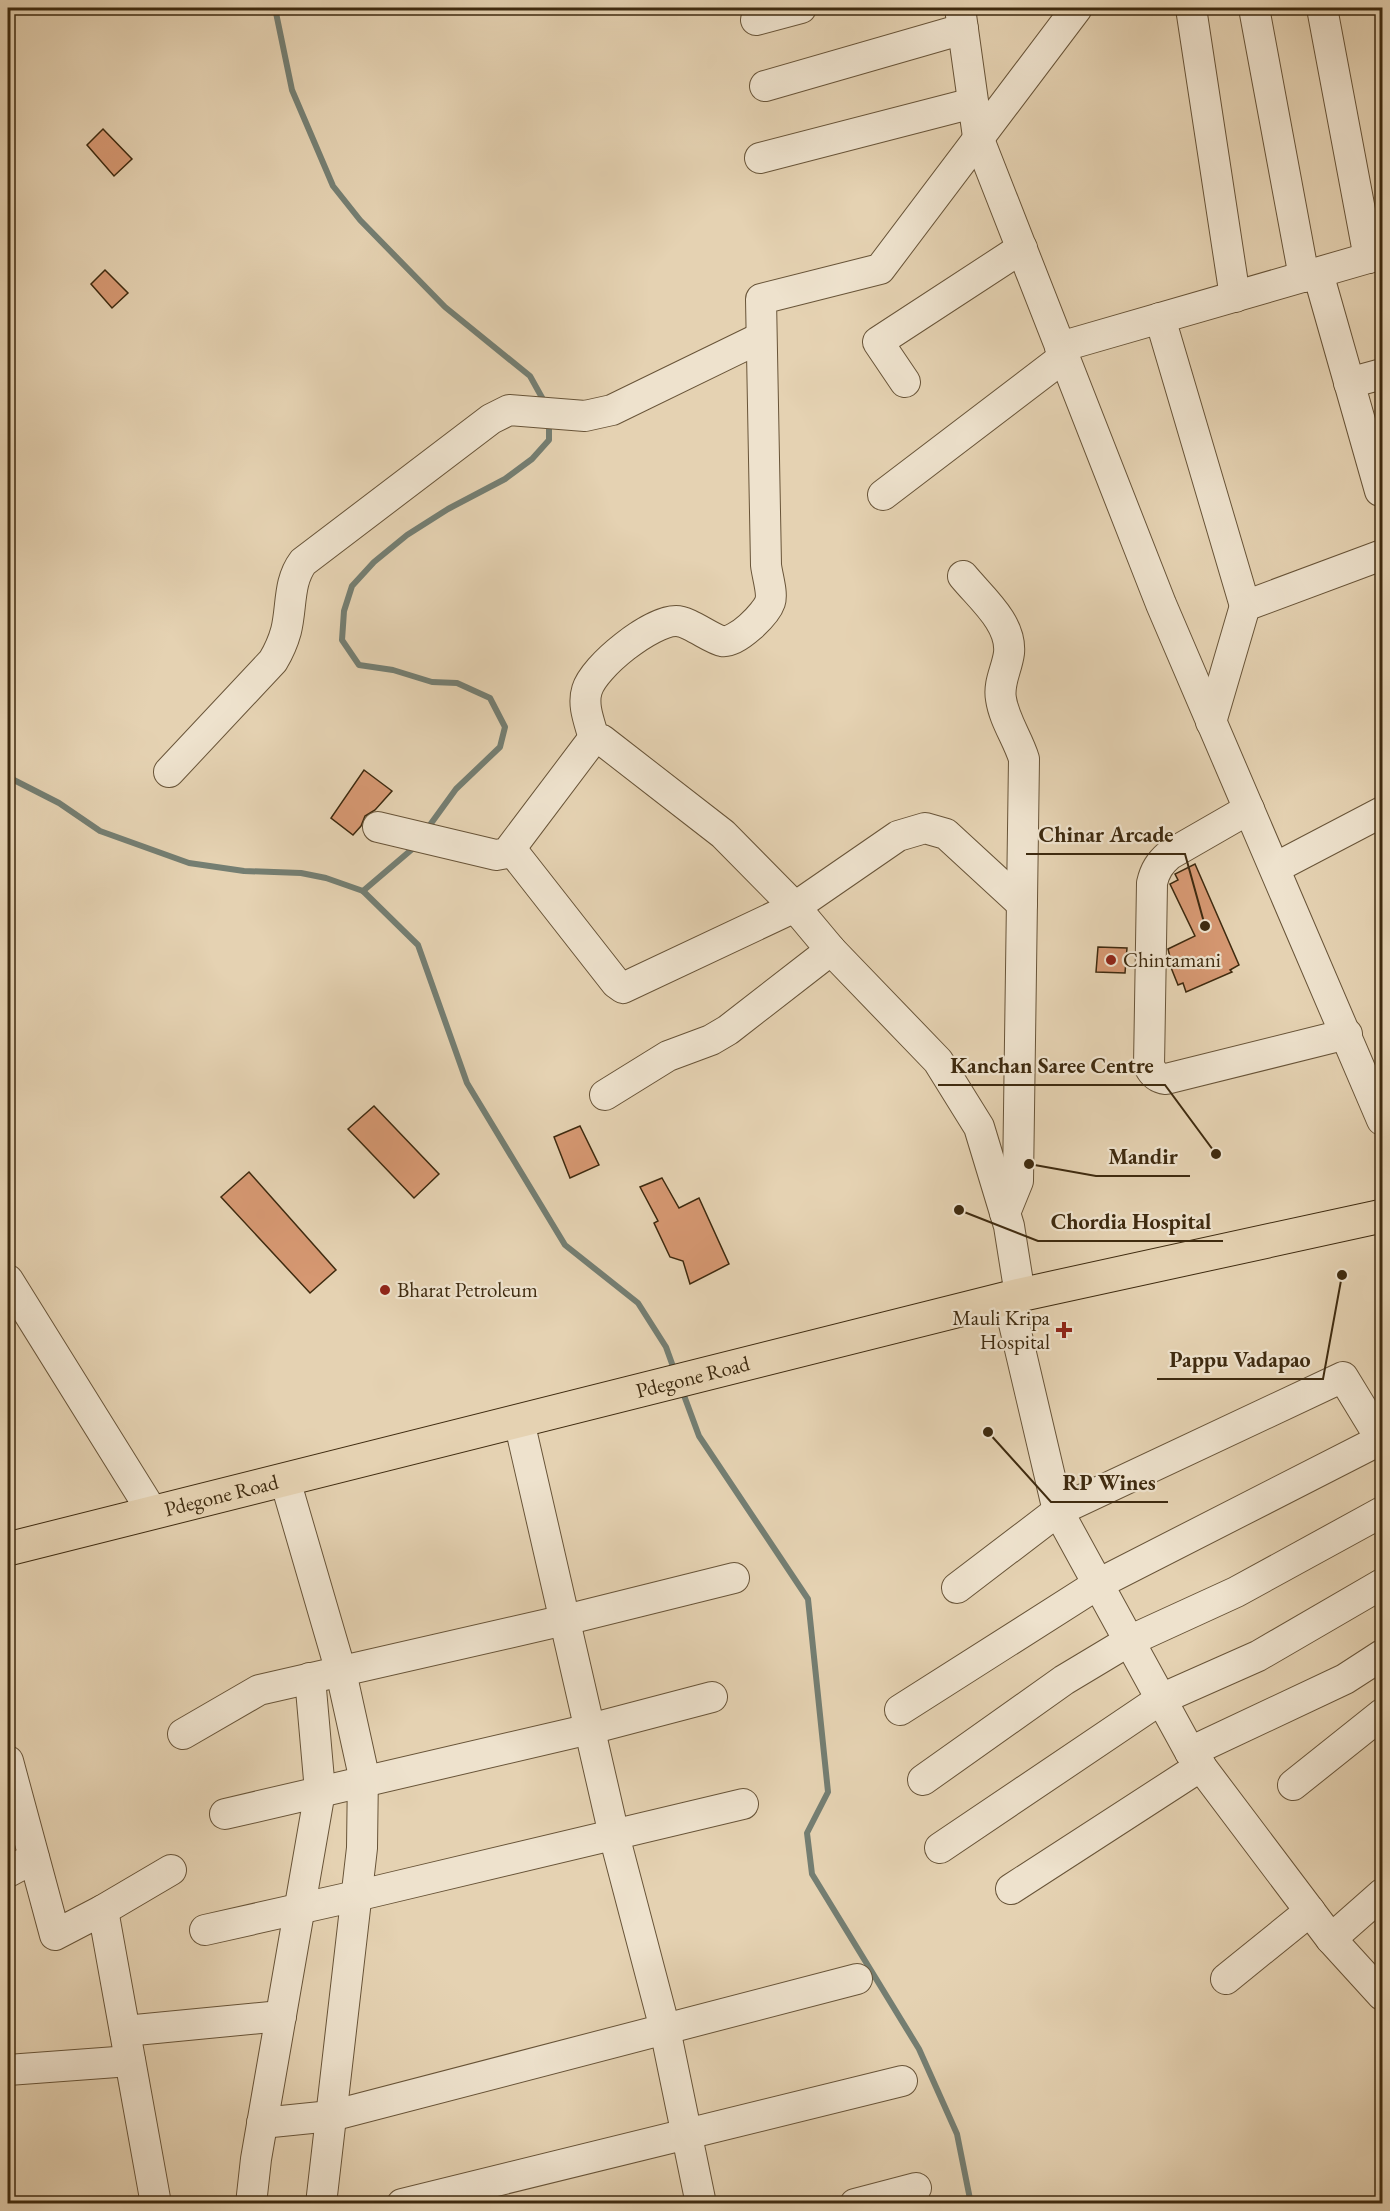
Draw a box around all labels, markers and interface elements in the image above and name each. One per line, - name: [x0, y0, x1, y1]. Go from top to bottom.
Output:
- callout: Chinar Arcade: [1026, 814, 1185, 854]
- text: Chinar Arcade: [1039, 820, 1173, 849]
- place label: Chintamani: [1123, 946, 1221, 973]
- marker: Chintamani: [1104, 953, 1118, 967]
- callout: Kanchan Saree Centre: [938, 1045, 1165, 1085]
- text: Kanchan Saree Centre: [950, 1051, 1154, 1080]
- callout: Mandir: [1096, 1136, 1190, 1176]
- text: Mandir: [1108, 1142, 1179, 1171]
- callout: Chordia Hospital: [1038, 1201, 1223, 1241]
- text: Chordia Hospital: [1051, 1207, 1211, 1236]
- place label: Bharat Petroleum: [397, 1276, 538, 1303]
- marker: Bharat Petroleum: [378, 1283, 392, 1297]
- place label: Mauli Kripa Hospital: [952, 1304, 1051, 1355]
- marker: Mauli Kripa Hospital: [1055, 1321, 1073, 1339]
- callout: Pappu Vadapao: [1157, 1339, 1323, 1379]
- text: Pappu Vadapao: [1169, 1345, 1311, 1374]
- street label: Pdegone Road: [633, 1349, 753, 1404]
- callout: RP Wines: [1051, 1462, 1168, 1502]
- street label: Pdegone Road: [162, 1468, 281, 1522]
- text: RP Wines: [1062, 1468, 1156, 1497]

* * *

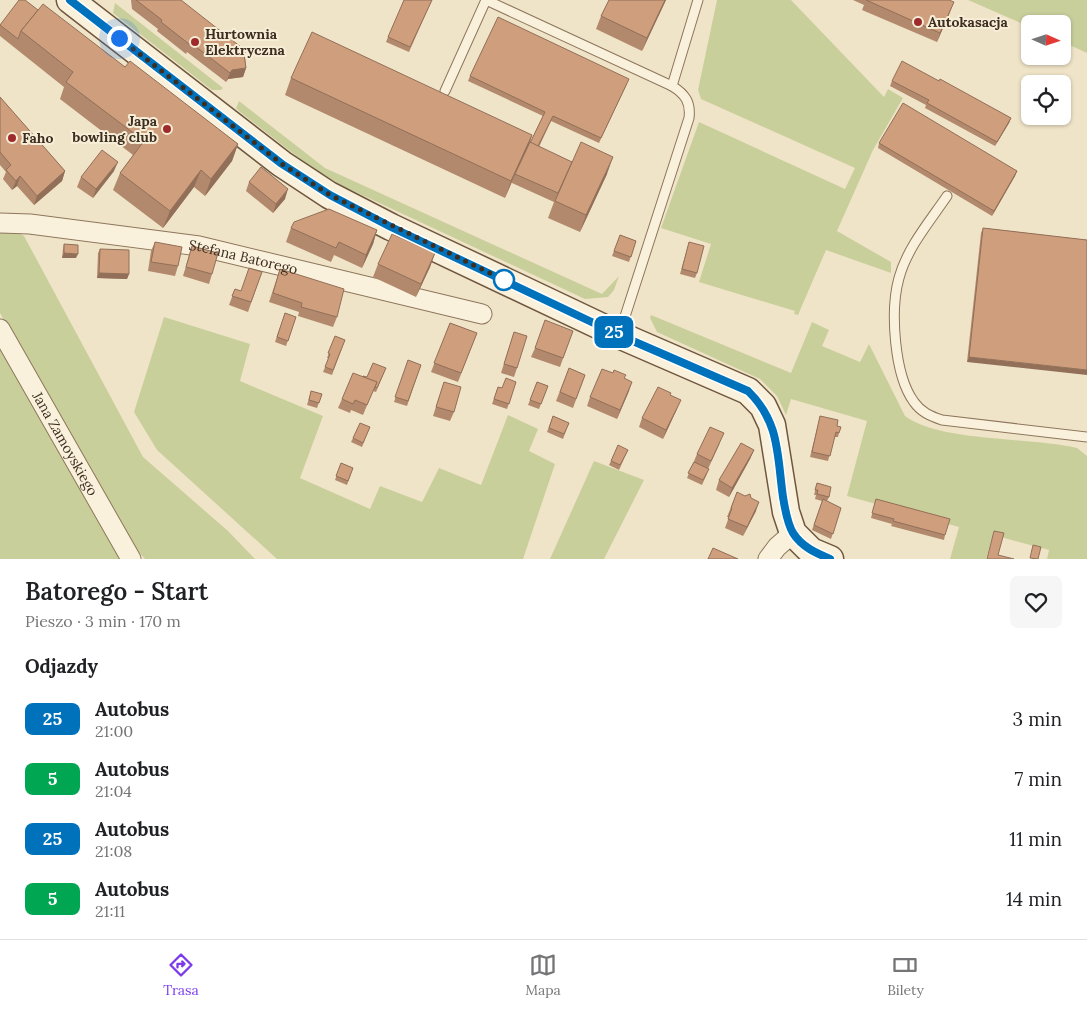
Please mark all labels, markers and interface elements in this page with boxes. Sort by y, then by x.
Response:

▸ YOUR INSTRUCTIONS
Within the entries above, report how many lines contain the word "interface"; the figure is all that is wanted.

▸ RESPONSE BELOW
2